JSE doubles earnings, adopts new valuation model for fixed assets
The earnings of Jamaica Stock Exchange Group (JSE Group) doubled in the June second quarter but the market discounted the stock by six per cent on the same day the results were released.
The group posted net profit of $32 million for the three months ending June 2016, or 113 per cent higher year on year. The profit for six months totalled $157.7 million, or $1.12 per share, which was 54 per cent higher year on year.
The stock trades at roughly $22 or about 10 times its earnings. The stock lost 6.57 per cent to close at $22.03 on Wednesday on trading volumes of roughly 29,500 units. The price was unchanged on Thursday.
"The JSE Group continues to reap the benefit for its diversification strategies as demonstrated in the group's second-quarter positive performance in which fee income increased by $44 million over the corresponding period in 2015," stated the financials released on Wednesday.
It signals continued growth of the market which led gains among 92 global markets in 2015. Additionally, the second half of the year remains favourable in outlook.
"The group will continue in the medium to long term to pursue a strategic path of growth through the promotion of new and existing markets, new product development and the continuous improvement of service delivery to the group's customers and stakeholders," stated the report.
JSE Group assets totalled $911 million up 11.6 per cent year on year. Its total equity increased six per cent to $708 million in the quarter.
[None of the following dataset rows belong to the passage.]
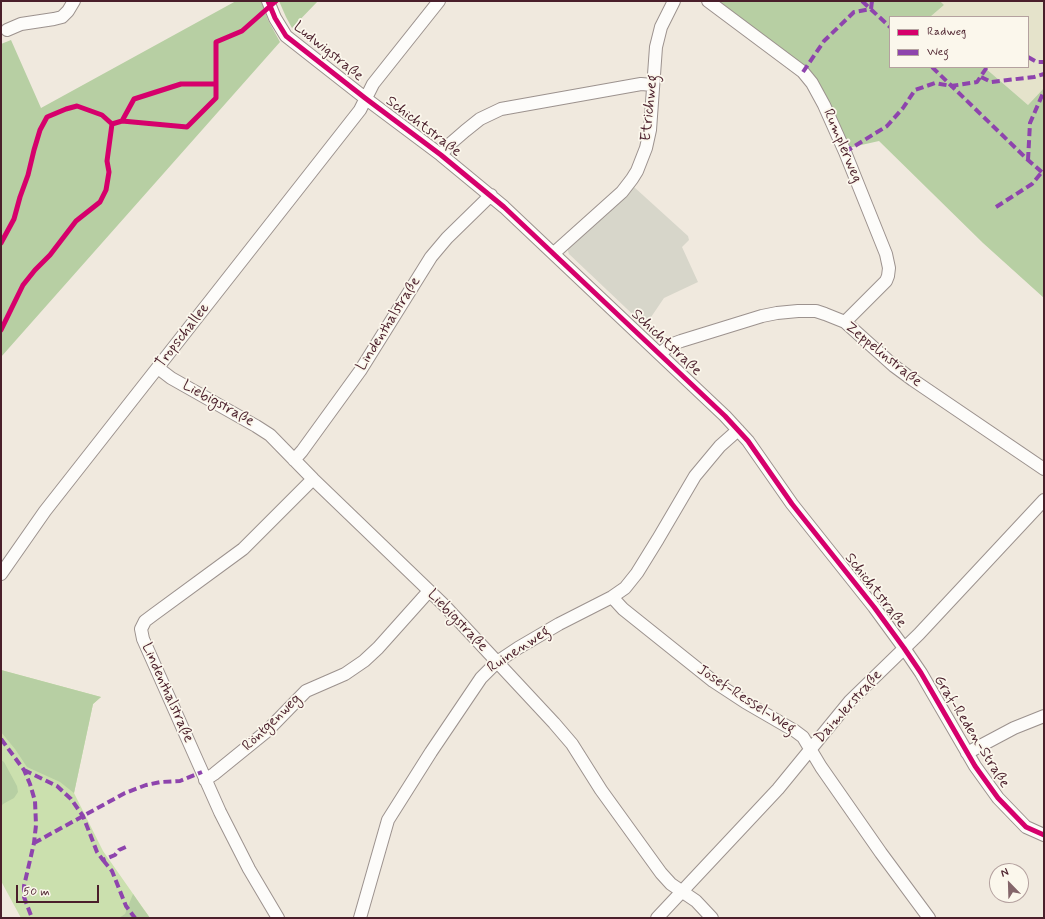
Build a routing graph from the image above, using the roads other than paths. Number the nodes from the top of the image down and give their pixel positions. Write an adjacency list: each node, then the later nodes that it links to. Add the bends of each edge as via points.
1 (74, 1): 6 (street, via 62,17 21,24)
2 (268, 1): 8 (street, Ludwigstraße, via 286,36)
3 (439, 1): 8 (street, via 373,84)
4 (674, 1): 7 (street, Etrichweg, via 658,38)
5 (708, 1): 12 (street, Rumplerweg, via 803,72 824,105 845,152 886,254 889,268 886,281)
6 (7, 30)
7 (652, 85): 9 (street, via 641,84 501,109 465,130); 11 (street, Etrichweg, via 650,130 643,156 632,179 622,192)
8 (366, 98): 9 (street, Schichtstraße); 14 (street, Tropschallee, via 360,110)
9 (441, 155): 10 (street, Schichtstraße)
10 (491, 195): 11 (street, Schichtstraße); 16 (street, Lindenthalstraße, via 431,257 360,371)
11 (554, 253): 13 (street, Schichtstraße)
12 (845, 322): 13 (street, Zeppelinstraße, via 816,311 777,313 680,341 670,345); 17 (street, Zeppelinstraße, via 894,366)
13 (660, 354): 15 (street, Schichtstraße)
14 (158, 368): 16 (street, Liebigstraße, via 256,426); 20 (street, Tropschallee, via 45,512)
15 (738, 430): 22 (street, Ruinenweg, via 706,461 637,573 626,588); 23 (street, Schichtstraße)
16 (294, 460): 18 (street, Liebigstraße)
17 (1044, 469)
18 (313, 479): 21 (street, Liebigstraße); 28 (street, Lindenthalstraße, via 243,549 143,625 143,639)
19 (1044, 500): 23 (street, Daimlerstraße)
20 (1, 574)
21 (429, 591): 24 (street, Liebigstraße); 28 (street, Röntgenweg, via 364,661 345,674 306,691 267,731)
22 (612, 597): 24 (street, Ruinenweg, via 553,627); 26 (street, Josef-Ressel-Weg, via 623,609 713,681 799,734)
23 (904, 648): 26 (street, Daimlerstraße, via 850,701); 27 (street, Graf-Reden-Straße)
24 (497, 662): 30 (street, Liebigstraße, via 572,744 648,856); 32 (street, Ruinenweg, via 474,686 392,814 386,826)
25 (1044, 716): 27 (street, via 1008,731)
26 (811, 750): 30 (street, Daimlerstraße); 35 (street, Josef-Ressel-Weg)
27 (967, 753): 29 (street, Graf-Reden-Straße, via 987,784 1008,809 1026,827)
28 (205, 780): 31 (street, Lindenthalstraße, via 237,846)
29 (1044, 835)
30 (682, 893): 33 (street, Daimlerstraße); 34 (street, Liebigstraße, via 696,901)
31 (278, 918)
32 (360, 918)
33 (657, 918)
34 (712, 918)
35 (928, 918)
On Thursday, the exchange reported that in the company period its total assets would increase by $141 million due to a switch in accounting policy from the 'cost model' to the 'revaluation model' to value land and buildings. The estimate is based on a valuation done in June.
The policy change was approved by the JSE board on July 20 and will be reflected in the next financial statements.
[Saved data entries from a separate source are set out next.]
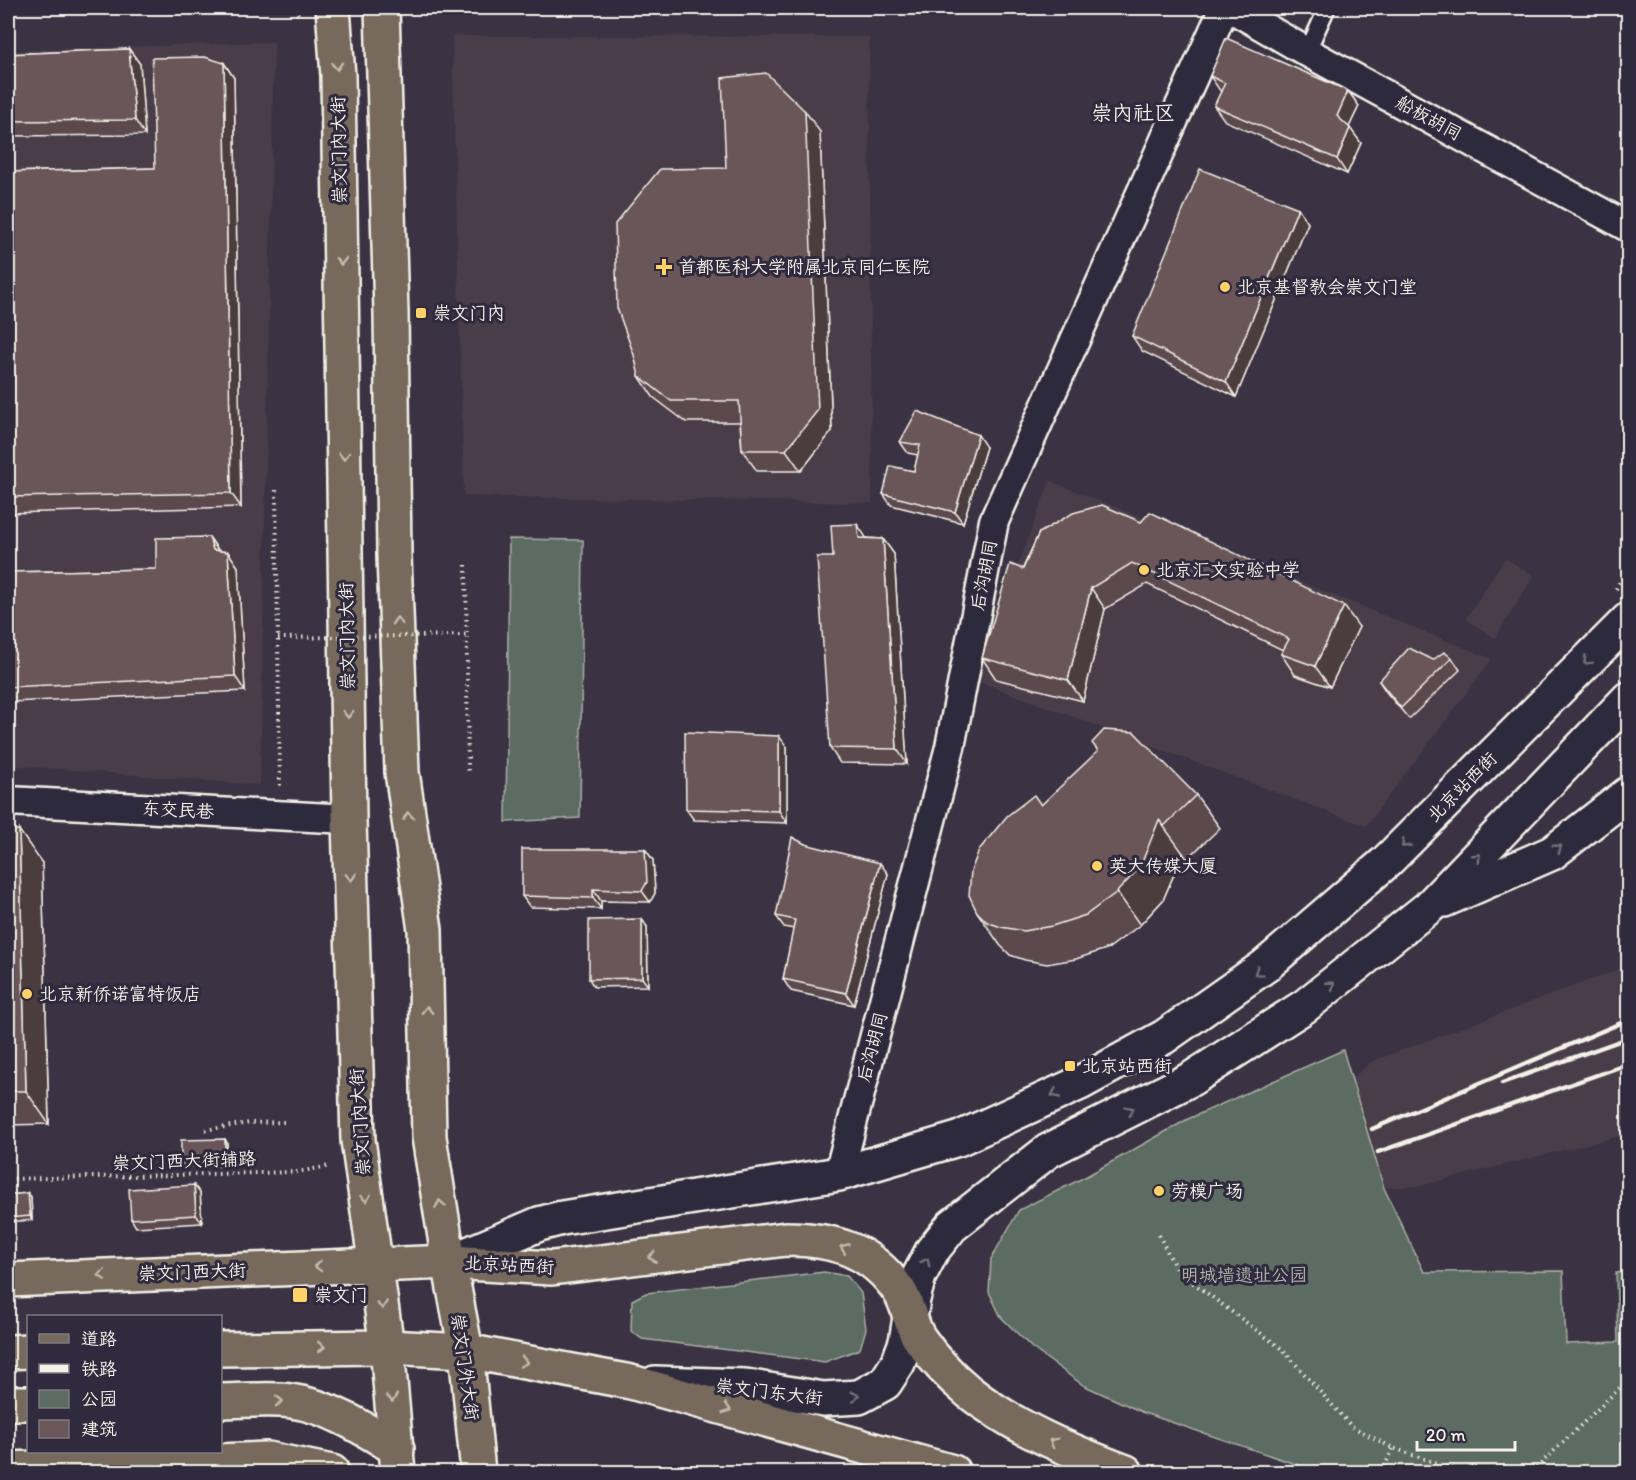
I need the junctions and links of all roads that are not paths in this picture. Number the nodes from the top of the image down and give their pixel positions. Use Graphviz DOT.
graph roads {
  1 [pos="333,8"];
  2 [pos="382,8"];
  3 [pos="1224,8"];
  4 [pos="1231,8"];
  5 [pos="1327,8"];
  6 [pos="1308,52"];
  7 [pos="1629,227"];
  8 [pos="1629,620"];
  9 [pos="1629,699"];
  10 [pos="1629,794"];
  11 [pos="8,801"];
  12 [pos="349,819"];
  13 [pos="1429,907"];
  14 [pos="839,1174"];
  15 [pos="449,1262"];
  16 [pos="376,1264"];
  17 [pos="8,1280"];
  18 [pos="910,1318"];
  19 [pos="387,1347"];
  20 [pos="222,1348"];
  21 [pos="27,1351"];
  22 [pos="8,1352"];
  23 [pos="466,1352"];
  24 [pos="630,1382"];
  25 [pos="222,1401"];
  26 [pos="8,1403"];
  27 [pos="27,1403"];
  28 [pos="397,1461"];
  29 [pos="8,1469"];
  30 [pos="332,1473"];
  31 [pos="478,1473"];
  32 [pos="953,1473"];
  33 [pos="1126,1473"];
  1 -- 12 [label="main road, 崇文门内大街, one-way"];
  15 -- 2 [label="main road, one-way"];
  3 -- 14 [label="street, 后沟胡同"];
  4 -- 6 [label="street, 船板胡同"];
  5 -- 6 [label="lane"];
  6 -- 7 [label="street, 船板胡同"];
  8 -- 14 [label="main road, 北京站西街, one-way"];
  13 -- 9 [label="main road, one-way"];
  13 -- 10 [label="main road, one-way"];
  11 -- 12 [label="street, 东交民巷"];
  12 -- 16 [label="main road, 崇文门内大街, one-way"];
  18 -- 13 [label="main road, one-way"];
  14 -- 15 [label="main road, 北京站西街"];
  15 -- 16 [label="main road, 崇文门西大街"];
  18 -- 15 [label="main road, 北京站西街, one-way"];
  15 -- 23 [label="main road, 崇文门外大街"];
  16 -- 17 [label="main road, 崇文门西大街, one-way"];
  16 -- 19 [label="main road, one-way"];
  24 -- 18 [label="main road, 崇文门东大街, one-way"];
  33 -- 18 [label="main road, one-way"];
  20 -- 19 [label="main road, one-way"];
  19 -- 23 [label="main road, 崇文门东大街"];
  19 -- 28 [label="main road, one-way"];
  21 -- 22 [label="main road"];
  23 -- 24 [label="main road, 崇文门东大街, one-way"];
  23 -- 31 [label="main road, 崇文门外大街"];
  24 -- 32 [label="main road, 崇文门东大街, one-way"];
  25 -- 28 [label="main road, one-way"];
  26 -- 27 [label="main road"];
  29 -- 30 [label="main road"];
}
JSE Group said the cost and revaluation models are both compliant with IAS 16-Plant Property & Equipment, but that it chose to switch to the latter as it "is considered best practice for listed companies and will, in the board's opinion, present a more realistic view of the JSE's assets, liabilities and equity".
"A Revaluation Surplus Reserve, which will form a part of shareholders equity, will also be created in the same amount and both will be reflected in the JSE's financial statements for July 2016 onward and quarterly reports from September 2016 onward."